[Dataset excerpts]
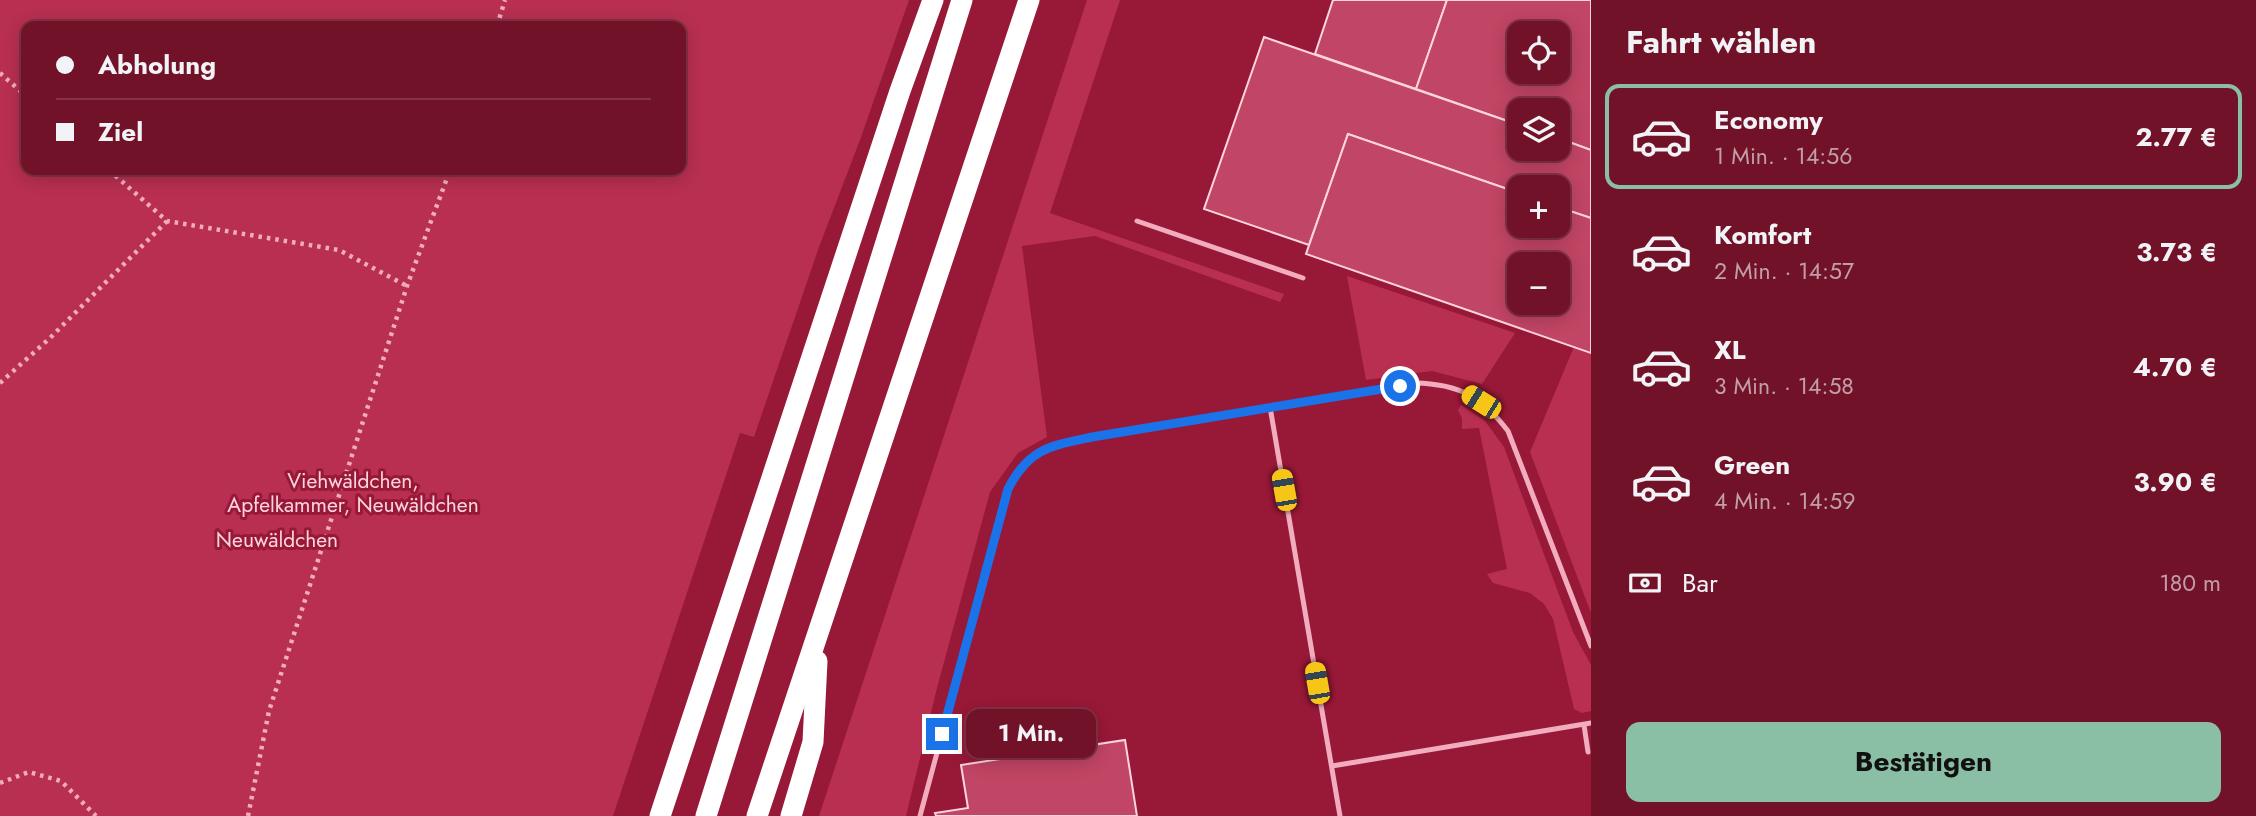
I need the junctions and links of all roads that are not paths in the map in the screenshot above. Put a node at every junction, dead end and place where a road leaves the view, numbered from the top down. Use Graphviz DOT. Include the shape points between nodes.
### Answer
graph roads {
  1 [pos="933,0"];
  2 [pos="961,0"];
  3 [pos="1028,0"];
  4 [pos="1138,221"];
  5 [pos="1303,278"];
  6 [pos="1270,407"];
  7 [pos="817,637"];
  8 [pos="1591,646"];
  9 [pos="1588,724"];
  10 [pos="1588,752"];
  11 [pos="1332,766"];
  12 [pos="660,816"];
  13 [pos="706,816"];
  14 [pos="757,816"];
  15 [pos="791,816"];
  16 [pos="920,816"];
  17 [pos="1340,816"];
  1 -- 12 [label="highway"];
  2 -- 13 [label="highway"];
  3 -- 7 [label="highway"];
  4 -- 5 [label="lane"];
  6 -- 8 [label="lane" via="1415,383 1441,384 1481,402 1508,431"];
  6 -- 11 [label="lane"];
  6 -- 16 [label="lane" via="1054,445 1031,457 1017,472 1008,489"];
  7 -- 14 [label="highway"];
  7 -- 15 [label="highway" via="813,742"];
  9 -- 10 [label="lane"];
  9 -- 11 [label="lane"];
  11 -- 17 [label="lane"];
}
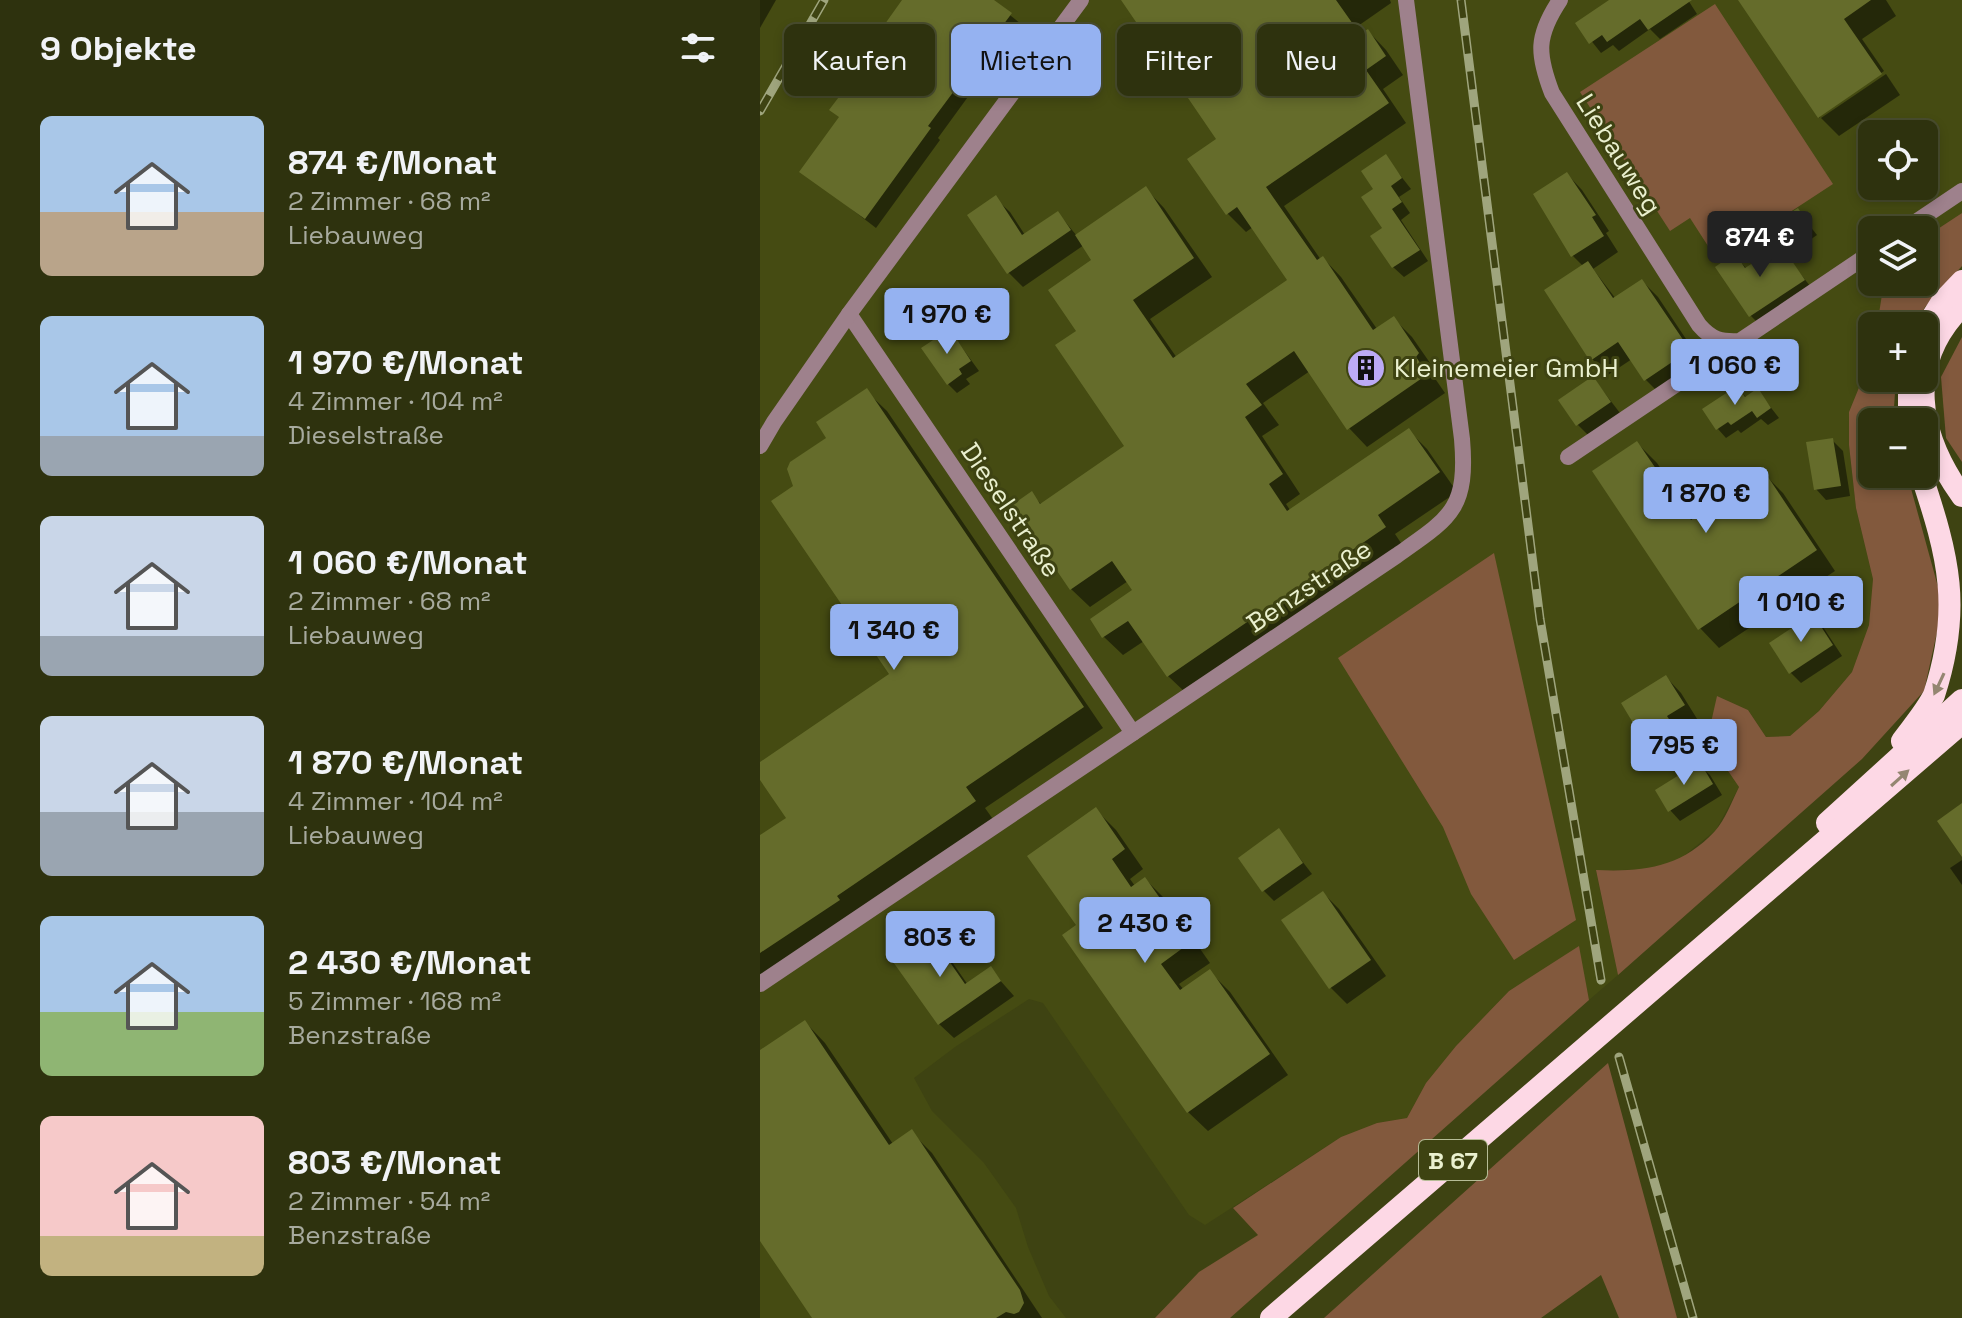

TASK STATEMENT ▸ From the entries above, write out every line without a single change, skipping the images.

RESPONSE TO THE TASK ▸
I need the junctions and links of all roads that are not paths in the map in the screenshot above. Put a node at every junction, dead end and place where a road leaves the view, numbered from the top down. Use Graphviz DOT. Include the shape points between nodes.
### Answer
graph roads {
  1 [pos="933,0"];
  2 [pos="961,0"];
  3 [pos="1028,0"];
  4 [pos="1138,221"];
  5 [pos="1303,278"];
  6 [pos="1270,407"];
  7 [pos="817,637"];
  8 [pos="1591,646"];
  9 [pos="1588,724"];
  10 [pos="1588,752"];
  11 [pos="1332,766"];
  12 [pos="660,816"];
  13 [pos="706,816"];
  14 [pos="757,816"];
  15 [pos="791,816"];
  16 [pos="920,816"];
  17 [pos="1340,816"];
  1 -- 12 [label="highway"];
  2 -- 13 [label="highway"];
  3 -- 7 [label="highway"];
  4 -- 5 [label="lane"];
  6 -- 8 [label="lane" via="1415,383 1441,384 1481,402 1508,431"];
  6 -- 11 [label="lane"];
  6 -- 16 [label="lane" via="1054,445 1031,457 1017,472 1008,489"];
  7 -- 14 [label="highway"];
  7 -- 15 [label="highway" via="813,742"];
  9 -- 10 [label="lane"];
  9 -- 11 [label="lane"];
  11 -- 17 [label="lane"];
}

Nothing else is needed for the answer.